(TASK): Copy out each line in the material below that has the word "ring".

(MATERIAL PROVIDED begins)

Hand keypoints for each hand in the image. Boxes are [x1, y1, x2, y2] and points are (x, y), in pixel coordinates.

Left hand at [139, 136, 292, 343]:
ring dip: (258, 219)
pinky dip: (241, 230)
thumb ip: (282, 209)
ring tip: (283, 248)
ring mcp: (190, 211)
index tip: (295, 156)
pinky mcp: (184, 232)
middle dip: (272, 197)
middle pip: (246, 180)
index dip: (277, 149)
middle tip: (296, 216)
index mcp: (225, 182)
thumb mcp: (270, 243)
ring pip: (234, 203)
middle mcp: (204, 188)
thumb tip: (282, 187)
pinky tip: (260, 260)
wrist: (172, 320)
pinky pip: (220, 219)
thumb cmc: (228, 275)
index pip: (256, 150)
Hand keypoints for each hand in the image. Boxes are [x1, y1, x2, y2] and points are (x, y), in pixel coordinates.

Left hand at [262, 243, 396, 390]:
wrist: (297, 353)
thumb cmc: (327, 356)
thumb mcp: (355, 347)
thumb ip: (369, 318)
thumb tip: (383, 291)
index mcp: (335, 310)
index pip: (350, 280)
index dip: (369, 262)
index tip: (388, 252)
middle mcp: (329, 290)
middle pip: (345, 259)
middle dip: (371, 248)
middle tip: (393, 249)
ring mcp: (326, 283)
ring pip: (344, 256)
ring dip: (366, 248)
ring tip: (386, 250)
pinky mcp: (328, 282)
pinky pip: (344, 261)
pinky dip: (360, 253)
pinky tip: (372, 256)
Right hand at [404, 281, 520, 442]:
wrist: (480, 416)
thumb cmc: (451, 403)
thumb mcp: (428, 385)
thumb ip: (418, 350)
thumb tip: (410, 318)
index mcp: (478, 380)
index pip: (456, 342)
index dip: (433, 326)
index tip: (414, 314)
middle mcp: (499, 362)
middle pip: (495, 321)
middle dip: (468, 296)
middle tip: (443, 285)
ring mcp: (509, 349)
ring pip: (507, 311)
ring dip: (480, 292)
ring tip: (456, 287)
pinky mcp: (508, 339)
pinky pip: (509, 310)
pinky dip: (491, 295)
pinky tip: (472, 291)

(MATERIAL PROVIDED ends)

(PROBLEM SOLUTION):
ring dip: (258, 219)
ring tip: (283, 248)
ring mcp: (190, 211)
ring pip: (234, 203)
ring mcp: (326, 283)
ring pip: (344, 256)
ring dip: (366, 248)
ring tip: (386, 250)
ring mcp: (509, 349)
ring pip: (507, 311)
ring dip: (480, 292)
ring tip: (456, 287)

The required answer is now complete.